The case studies featured here represent efforts to support business incubation by community and technical colleges, private nonprofit organizations, and other public/private partnerships. Some cases feature college programs or courses with the focus on entrepreneurship and/or development of the expertise on business operations needed to start and run a business. In only a few cases was there a clear connection between business incubation and college coursework on entrepreneurship. However, the readers should be able to identify various opportunities to integrate these efforts, and the possibility to offer other related services in the community.
Briefly, the involvement of two-year colleges in fostering economic development in the community was found in three levels: (1) support of business incubation, (2) provision of business-related services, and (3) education and training opportunities offered to the general public. The scope of the involvement to support these efforts varied according to the resources and circumstances leading to their implementation. The commitment and leadership of key individuals behind these efforts were critical to successful implementation of business incubators and entrepreneurship programs at the community college level. To maintain the efforts, continuous leadership of those involved in the day-to-day operations was also an essential factor for success. However, it was at this stage where the involvement of two-year colleges seemed to be rather weak. Once a program was established (e.g., a business incubator), the operation may become a satellite entity, and, in many instances, there may be no linkages with the college other than through funding. Further, there were practically no connecting activities between sponsoring colleges and local high schools to expose students to entrepreneurial ventures. Although two-year colleges sponsor business incubators and provide business-related services through assistance centers and/or courses with a focus on entrepreneurship, there is usually a strong manager or director at the operational level who makes up for the weak involvement of the sponsoring institution once the operation is running. Based on case study information, the question that remains is, what can we do to improve the involvement of two-year colleges on the efforts described above?

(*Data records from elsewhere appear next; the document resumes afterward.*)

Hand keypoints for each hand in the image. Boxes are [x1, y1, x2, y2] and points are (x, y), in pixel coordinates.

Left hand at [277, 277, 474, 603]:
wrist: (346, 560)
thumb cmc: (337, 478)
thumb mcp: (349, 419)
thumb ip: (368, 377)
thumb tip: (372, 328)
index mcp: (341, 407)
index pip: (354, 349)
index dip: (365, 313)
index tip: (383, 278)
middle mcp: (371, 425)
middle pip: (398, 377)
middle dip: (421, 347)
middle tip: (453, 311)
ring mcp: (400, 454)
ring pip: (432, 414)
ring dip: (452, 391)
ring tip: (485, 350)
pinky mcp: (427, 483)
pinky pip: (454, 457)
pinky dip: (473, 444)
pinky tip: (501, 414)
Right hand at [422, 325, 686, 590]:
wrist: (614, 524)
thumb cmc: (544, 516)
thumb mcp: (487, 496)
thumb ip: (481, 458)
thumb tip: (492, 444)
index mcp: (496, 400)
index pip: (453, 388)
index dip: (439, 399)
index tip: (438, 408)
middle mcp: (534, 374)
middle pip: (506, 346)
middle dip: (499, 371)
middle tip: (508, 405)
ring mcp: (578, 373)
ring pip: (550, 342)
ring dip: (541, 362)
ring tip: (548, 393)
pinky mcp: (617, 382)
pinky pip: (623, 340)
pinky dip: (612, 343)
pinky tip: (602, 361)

To address this question, two levels of discussion are presented. The first level involves an outline of the involvement of two-year colleges in economic and entrepreneurship development in the community, which sets the stage for the second level of discussion. The second level of discussion is guided by a set of questions to allow the readers to interpret the case studies in light of the potential use for them as administrators, instructors, or students. Discussion questions are provided for key areas relevant to the involvement of two-year colleges in economic and entrepreneurship development in the community. The objective was to stimulate critical reading by users and to guide those interested in implementation and instructional issues.